↓

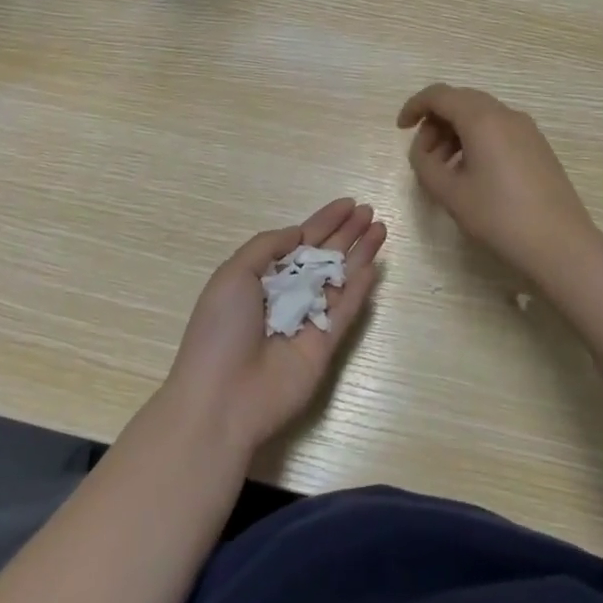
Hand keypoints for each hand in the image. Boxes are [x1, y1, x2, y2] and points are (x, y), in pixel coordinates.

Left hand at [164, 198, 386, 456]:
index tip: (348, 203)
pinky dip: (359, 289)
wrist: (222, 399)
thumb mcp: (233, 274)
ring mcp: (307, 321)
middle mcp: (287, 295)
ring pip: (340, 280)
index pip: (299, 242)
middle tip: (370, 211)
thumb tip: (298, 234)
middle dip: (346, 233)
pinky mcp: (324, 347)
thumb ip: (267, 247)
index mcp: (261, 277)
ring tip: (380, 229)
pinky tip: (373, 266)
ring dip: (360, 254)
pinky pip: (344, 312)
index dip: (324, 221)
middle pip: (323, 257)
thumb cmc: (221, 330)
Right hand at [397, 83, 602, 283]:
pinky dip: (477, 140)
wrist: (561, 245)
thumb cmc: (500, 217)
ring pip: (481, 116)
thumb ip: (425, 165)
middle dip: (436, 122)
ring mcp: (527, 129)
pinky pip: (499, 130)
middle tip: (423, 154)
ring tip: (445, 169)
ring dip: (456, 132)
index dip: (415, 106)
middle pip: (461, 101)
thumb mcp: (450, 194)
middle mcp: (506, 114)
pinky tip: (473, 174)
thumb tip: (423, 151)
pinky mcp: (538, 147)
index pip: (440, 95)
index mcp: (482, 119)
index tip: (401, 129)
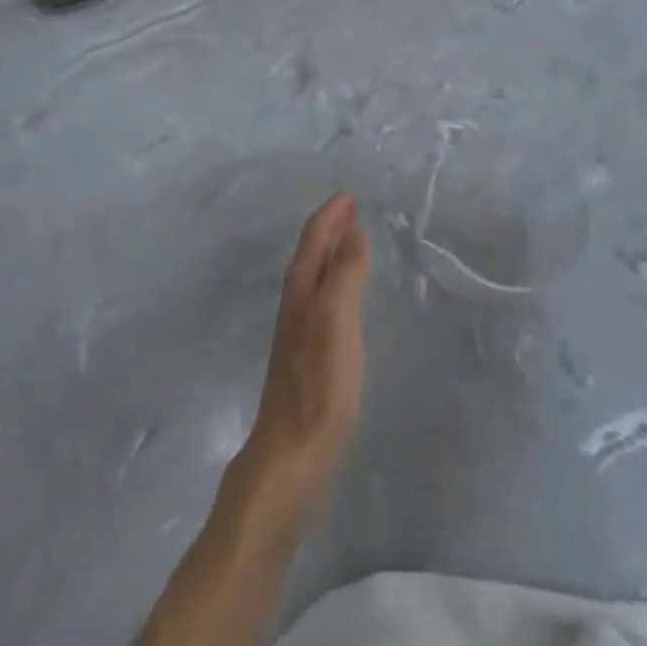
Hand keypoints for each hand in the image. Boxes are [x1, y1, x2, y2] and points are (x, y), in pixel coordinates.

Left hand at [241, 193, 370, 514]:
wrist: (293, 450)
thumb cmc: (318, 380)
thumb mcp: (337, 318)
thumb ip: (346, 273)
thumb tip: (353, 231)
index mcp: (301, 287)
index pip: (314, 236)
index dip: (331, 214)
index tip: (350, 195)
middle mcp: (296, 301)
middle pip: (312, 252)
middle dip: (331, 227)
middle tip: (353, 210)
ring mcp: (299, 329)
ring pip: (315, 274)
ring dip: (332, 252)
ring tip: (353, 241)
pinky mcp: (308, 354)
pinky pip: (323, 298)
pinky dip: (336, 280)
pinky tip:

↑

Task item: All entries should be restated word for word; no images belong in the copy.

Task solution:
Hand keypoints for each hand in the image. Boxes are [x1, y1, x2, y2] and points are (x, y), in pixel coordinates.

Left hand at [164, 198, 386, 456]:
index tip: (348, 203)
pinky dip: (359, 289)
wrist: (222, 399)
thumb mcp: (233, 274)
ring mcp: (307, 321)
middle mcp: (287, 295)
ring pip: (340, 280)
index pip: (299, 242)
middle tip: (370, 211)
thumb tip: (298, 234)
middle dip: (346, 233)
pinky mcp: (324, 347)
thumb ip: (267, 247)
index mcp: (261, 277)
ring tip: (380, 229)
pinky tip: (373, 266)
ring dip: (360, 254)
pinky pip: (344, 312)
index dip: (324, 221)
middle pip: (323, 257)
thumb cmc: (221, 330)
Right hand at [397, 83, 602, 283]:
pinky dip: (477, 140)
wrist: (561, 245)
thumb cmc: (500, 217)
ring pip: (481, 116)
thumb ip: (425, 165)
middle dip: (436, 122)
ring mcp: (527, 129)
pinky pip: (499, 130)
middle tip: (423, 154)
ring tip: (445, 169)
ring dip: (456, 132)
index dip: (415, 106)
middle pip: (461, 101)
thumb mcp: (450, 194)
middle mcp: (506, 114)
pinky tip: (473, 174)
thumb tip: (423, 151)
pinky mcp: (538, 147)
index pip: (440, 95)
index mcp: (482, 119)
index tip: (401, 129)
Hand keypoints for each hand in the image. Boxes are [x1, y1, x2, y2] and points are (x, y), in pixel coordinates.

Left hand at [241, 193, 370, 514]:
wrist: (293, 450)
thumb cmc: (318, 380)
thumb mcp: (337, 318)
thumb ip: (346, 273)
thumb tip: (353, 231)
index mcp: (301, 287)
index pip: (314, 236)
index dip: (331, 214)
index tip: (350, 195)
middle mcp: (296, 301)
middle pip: (312, 252)
middle dip: (331, 227)
middle tip: (353, 210)
ring mcp: (299, 329)
ring pip: (315, 274)
ring dip: (332, 252)
ring tip: (353, 241)
pinky mcp: (308, 354)
pinky pip: (323, 298)
pinky dip: (336, 280)
pinky tip:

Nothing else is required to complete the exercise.